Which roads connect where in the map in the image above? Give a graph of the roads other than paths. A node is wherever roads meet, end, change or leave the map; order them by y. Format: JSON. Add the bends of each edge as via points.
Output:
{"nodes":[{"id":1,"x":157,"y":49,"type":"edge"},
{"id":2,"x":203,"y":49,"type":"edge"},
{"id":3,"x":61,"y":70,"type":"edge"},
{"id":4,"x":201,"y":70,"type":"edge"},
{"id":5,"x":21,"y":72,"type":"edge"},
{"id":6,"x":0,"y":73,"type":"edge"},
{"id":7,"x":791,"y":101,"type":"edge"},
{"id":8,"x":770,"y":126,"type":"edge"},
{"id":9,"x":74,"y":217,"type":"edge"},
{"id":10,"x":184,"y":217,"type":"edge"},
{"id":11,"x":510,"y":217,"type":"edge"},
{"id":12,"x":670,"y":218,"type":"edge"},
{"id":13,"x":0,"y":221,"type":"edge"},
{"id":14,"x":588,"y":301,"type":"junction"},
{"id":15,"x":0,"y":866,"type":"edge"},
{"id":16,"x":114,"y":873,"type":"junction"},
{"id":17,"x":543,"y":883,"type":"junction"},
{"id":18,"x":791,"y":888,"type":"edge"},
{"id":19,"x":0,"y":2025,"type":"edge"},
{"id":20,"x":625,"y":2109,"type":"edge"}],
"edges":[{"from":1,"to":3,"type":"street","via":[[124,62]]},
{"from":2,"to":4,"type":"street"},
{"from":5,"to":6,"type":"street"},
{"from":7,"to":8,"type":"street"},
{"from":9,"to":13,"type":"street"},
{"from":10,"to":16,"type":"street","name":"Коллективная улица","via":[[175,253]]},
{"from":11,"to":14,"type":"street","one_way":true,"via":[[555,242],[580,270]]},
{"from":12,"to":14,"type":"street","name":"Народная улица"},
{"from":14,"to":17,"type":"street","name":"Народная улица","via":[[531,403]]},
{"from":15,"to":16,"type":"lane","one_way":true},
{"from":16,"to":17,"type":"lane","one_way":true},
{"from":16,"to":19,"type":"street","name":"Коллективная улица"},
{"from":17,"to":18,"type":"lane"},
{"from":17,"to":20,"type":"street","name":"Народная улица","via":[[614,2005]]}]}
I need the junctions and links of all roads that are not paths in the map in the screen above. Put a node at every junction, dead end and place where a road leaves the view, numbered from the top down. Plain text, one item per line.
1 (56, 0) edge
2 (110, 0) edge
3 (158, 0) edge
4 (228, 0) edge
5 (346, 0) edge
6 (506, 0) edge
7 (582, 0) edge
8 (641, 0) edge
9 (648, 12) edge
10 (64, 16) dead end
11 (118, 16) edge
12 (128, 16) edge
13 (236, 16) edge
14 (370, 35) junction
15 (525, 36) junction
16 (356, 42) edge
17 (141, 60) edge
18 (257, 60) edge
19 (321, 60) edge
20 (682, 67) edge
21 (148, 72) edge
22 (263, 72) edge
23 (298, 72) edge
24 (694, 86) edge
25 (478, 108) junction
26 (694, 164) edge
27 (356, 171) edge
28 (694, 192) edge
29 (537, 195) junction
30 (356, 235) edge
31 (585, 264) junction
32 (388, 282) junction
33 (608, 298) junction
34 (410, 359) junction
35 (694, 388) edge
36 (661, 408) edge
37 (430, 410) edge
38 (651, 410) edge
--- --- ---
Brief:
Exactly as they stand above, repeat all the records.

Solved exercise:
Which roads connect where in the map in the image above? Give a graph of the roads other than paths. A node is wherever roads meet, end, change or leave the map; order them by y. Format: JSON. Add the bends of each edge as via points.
Output:
{"nodes":[{"id":1,"x":157,"y":49,"type":"edge"},
{"id":2,"x":203,"y":49,"type":"edge"},
{"id":3,"x":61,"y":70,"type":"edge"},
{"id":4,"x":201,"y":70,"type":"edge"},
{"id":5,"x":21,"y":72,"type":"edge"},
{"id":6,"x":0,"y":73,"type":"edge"},
{"id":7,"x":791,"y":101,"type":"edge"},
{"id":8,"x":770,"y":126,"type":"edge"},
{"id":9,"x":74,"y":217,"type":"edge"},
{"id":10,"x":184,"y":217,"type":"edge"},
{"id":11,"x":510,"y":217,"type":"edge"},
{"id":12,"x":670,"y":218,"type":"edge"},
{"id":13,"x":0,"y":221,"type":"edge"},
{"id":14,"x":588,"y":301,"type":"junction"},
{"id":15,"x":0,"y":866,"type":"edge"},
{"id":16,"x":114,"y":873,"type":"junction"},
{"id":17,"x":543,"y":883,"type":"junction"},
{"id":18,"x":791,"y":888,"type":"edge"},
{"id":19,"x":0,"y":2025,"type":"edge"},
{"id":20,"x":625,"y":2109,"type":"edge"}],
"edges":[{"from":1,"to":3,"type":"street","via":[[124,62]]},
{"from":2,"to":4,"type":"street"},
{"from":5,"to":6,"type":"street"},
{"from":7,"to":8,"type":"street"},
{"from":9,"to":13,"type":"street"},
{"from":10,"to":16,"type":"street","name":"Коллективная улица","via":[[175,253]]},
{"from":11,"to":14,"type":"street","one_way":true,"via":[[555,242],[580,270]]},
{"from":12,"to":14,"type":"street","name":"Народная улица"},
{"from":14,"to":17,"type":"street","name":"Народная улица","via":[[531,403]]},
{"from":15,"to":16,"type":"lane","one_way":true},
{"from":16,"to":17,"type":"lane","one_way":true},
{"from":16,"to":19,"type":"street","name":"Коллективная улица"},
{"from":17,"to":18,"type":"lane"},
{"from":17,"to":20,"type":"street","name":"Народная улица","via":[[614,2005]]}]}
I need the junctions and links of all roads that are not paths in the map in the screen above. Put a node at every junction, dead end and place where a road leaves the view, numbered from the top down. Plain text, one item per line.
1 (56, 0) edge
2 (110, 0) edge
3 (158, 0) edge
4 (228, 0) edge
5 (346, 0) edge
6 (506, 0) edge
7 (582, 0) edge
8 (641, 0) edge
9 (648, 12) edge
10 (64, 16) dead end
11 (118, 16) edge
12 (128, 16) edge
13 (236, 16) edge
14 (370, 35) junction
15 (525, 36) junction
16 (356, 42) edge
17 (141, 60) edge
18 (257, 60) edge
19 (321, 60) edge
20 (682, 67) edge
21 (148, 72) edge
22 (263, 72) edge
23 (298, 72) edge
24 (694, 86) edge
25 (478, 108) junction
26 (694, 164) edge
27 (356, 171) edge
28 (694, 192) edge
29 (537, 195) junction
30 (356, 235) edge
31 (585, 264) junction
32 (388, 282) junction
33 (608, 298) junction
34 (410, 359) junction
35 (694, 388) edge
36 (661, 408) edge
37 (430, 410) edge
38 (651, 410) edge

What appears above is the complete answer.